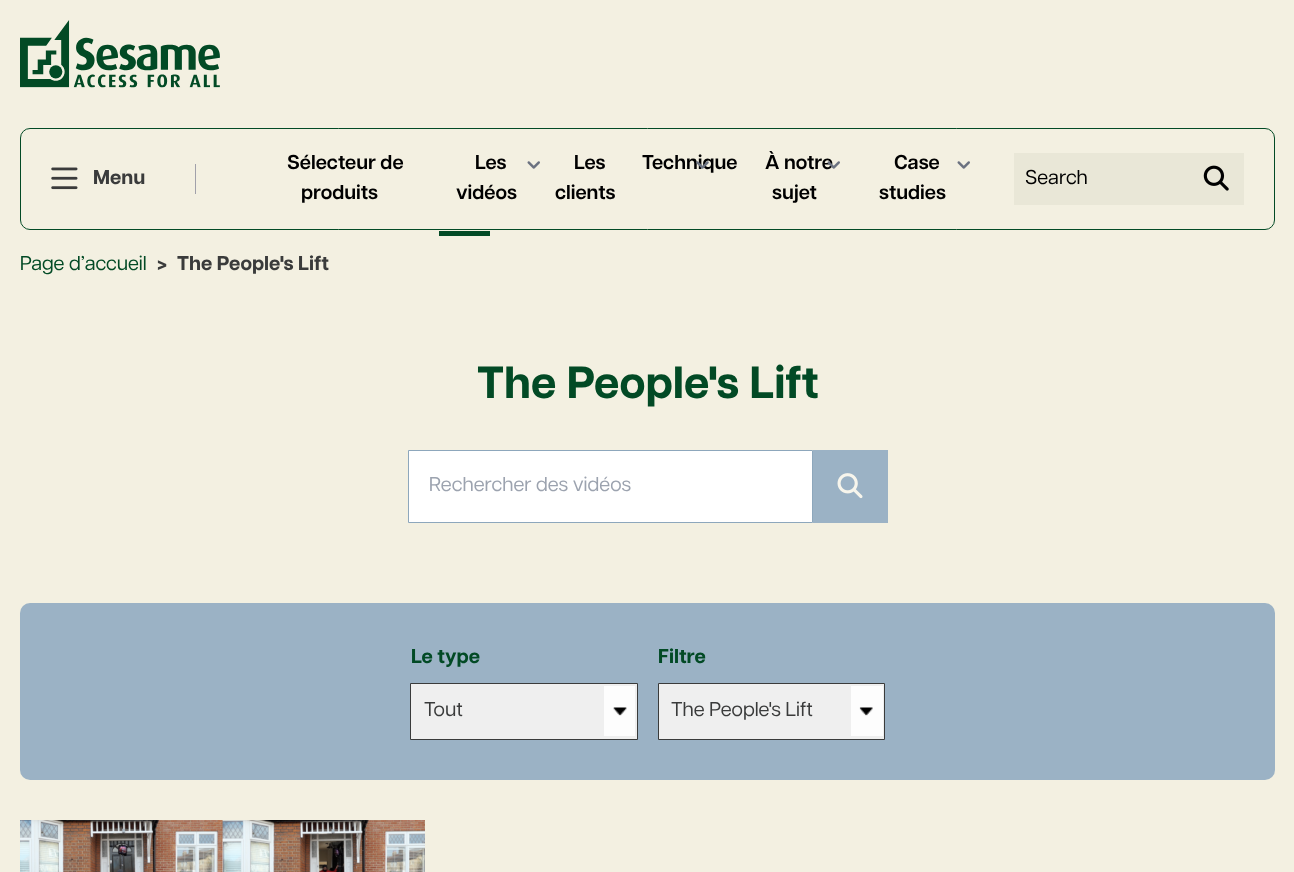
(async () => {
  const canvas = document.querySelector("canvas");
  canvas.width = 1294;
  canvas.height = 872;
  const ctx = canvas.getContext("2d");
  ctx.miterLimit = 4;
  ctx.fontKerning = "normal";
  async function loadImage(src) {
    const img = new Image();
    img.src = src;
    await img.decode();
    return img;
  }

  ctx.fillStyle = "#f3f0e1";
  ctx.fillRect(0, 0, 1294, 872);
  ctx.drawImage(await loadImage("img/1.png"), 20, 20, 200, 68);
  ctx.beginPath();
  ctx.roundRect(20.5, 128.5, 1254, 101, 9.5);
  ctx.strokeStyle = "#024a25";
  ctx.stroke();
  ctx.fillStyle = "#a1a1aa";
  ctx.fillRect(195, 164, 1, 30);
  ctx.drawImage(await loadImage("img/2.png"), 51, 167, 27, 23);
  ctx.fillStyle = "#024a25";
  ctx.fillRect(439, 231, 51, 5);
  ctx.drawImage(await loadImage("img/3.png"), 527, 161, 13, 8);
  ctx.drawImage(await loadImage("img/3.png"), 957, 161, 13, 8);
  ctx.fillStyle = "#e9e7d7";
  ctx.fillRect(1014, 153, 230, 52);
  ctx.drawImage(await loadImage("img/6.png"), 1203, 165, 26, 26);
  ctx.fillStyle = "#ffffff";
  ctx.beginPath();
  ctx.rect(408.5, 450.5, 404, 72);
  ctx.fill();
  ctx.strokeStyle = "#8da7bc";
  ctx.stroke();
  ctx.fillStyle = "#9bb2c5";
  ctx.fillRect(813, 450, 75, 73);
  ctx.drawImage(await loadImage("img/7.png"), 837, 473, 26, 26);
  ctx.beginPath();
  ctx.roundRect(20, 603, 1255, 177, 10);
  ctx.fill();
  ctx.fillStyle = "#efefef";
  ctx.beginPath();
  ctx.rect(410.5, 683.5, 227, 56);
  ctx.fill();
  ctx.strokeStyle = "#3a3b3b";
  ctx.stroke();
  ctx.fillStyle = "#fdfdfd";
  ctx.fillRect(604, 686, 31, 50);
  ctx.drawImage(await loadImage("img/8.png"), 613, 707, 14, 9);
  ctx.fillStyle = "#efefef";
  ctx.beginPath();
  ctx.rect(658.5, 683.5, 226, 56);
  ctx.fill();
  ctx.stroke();
  ctx.fillStyle = "#fdfdfd";
  ctx.fillRect(851, 686, 32, 50);
  ctx.drawImage(await loadImage("img/9.png"), 859, 707, 14, 9);
  ctx.drawImage(await loadImage("img/10.png"), 20, 820, 405, 52);
  ctx.font = "bold 20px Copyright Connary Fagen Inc";
  ctx.fillStyle = "#3a3b3b";
  ctx.fillText("Menu", 93, 184);
  ctx.font = "600 20px Copyright Connary Fagen Inc";
  ctx.fillStyle = "#000000";
  for (const [text, x, y] of [
    ["Sélecteur de", 287, 169],
    ["produits", 301, 199],
    ["Les", 475, 169],
    ["vidéos", 456, 199],
    ["Les", 574, 169],
    ["clients", 555, 199],
    ["Technique", 642, 169],
  ]) {
    ctx.fillText(text, x, y);
  }
  ctx.drawImage(await loadImage("img/4.png"), 696, 161, 13, 8);
  ctx.fillText("À notre", 765, 169);
  ctx.drawImage(await loadImage("img/5.png"), 827, 161, 13, 8);
  for (const [text, x, y] of [
    ["sujet", 772, 199],
    ["Case", 894, 169],
    ["studies", 879, 199],
  ]) {
    ctx.fillText(text, x, y);
  }
  ctx.font = "20px Copyright Connary Fagen Inc";
  ctx.fillText("Search", 1025, 184);
  ctx.fillStyle = "#024a25";
  ctx.fillText("Page d’accueil", 20, 270);
  ctx.font = "bold 20px Copyright Connary Fagen Inc";
  ctx.fillStyle = "#3a3b3b";
  ctx.fillText(">", 157, 270);
  ctx.fillText("The People's Lift", 177, 270);
  ctx.font = "bold 45px Copyright Connary Fagen Inc";
  ctx.fillStyle = "#024a25";
  ctx.fillText("The People's Lift", 477, 398);
  ctx.font = "20px Copyright Connary Fagen Inc";
  ctx.fillStyle = "#9ca3af";
  ctx.fillText("Rechercher des vidéos", 429, 491);
  ctx.font = "bold 20px Copyright Connary Fagen Inc";
  ctx.fillStyle = "#024a25";
  ctx.fillText("Le type", 411, 663);
  ctx.font = "20px Copyright Connary Fagen Inc";
  ctx.fillStyle = "#3a3b3b";
  ctx.fillText("Tout", 424, 716);
  ctx.font = "bold 20px Copyright Connary Fagen Inc";
  ctx.fillStyle = "#024a25";
  ctx.fillText("Filtre", 658, 663);
  ctx.font = "20px Copyright Connary Fagen Inc";
  ctx.fillStyle = "#3a3b3b";
  ctx.fillText("The People's Lift", 671, 716);
})();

⁂

Work to complete: Search the entries for the string "Lift" and collect each line that has it.

Solution to this problem:
  ctx.fillText("The People's Lift", 177, 270);
  ctx.fillText("The People's Lift", 477, 398);
  ctx.fillText("The People's Lift", 671, 716);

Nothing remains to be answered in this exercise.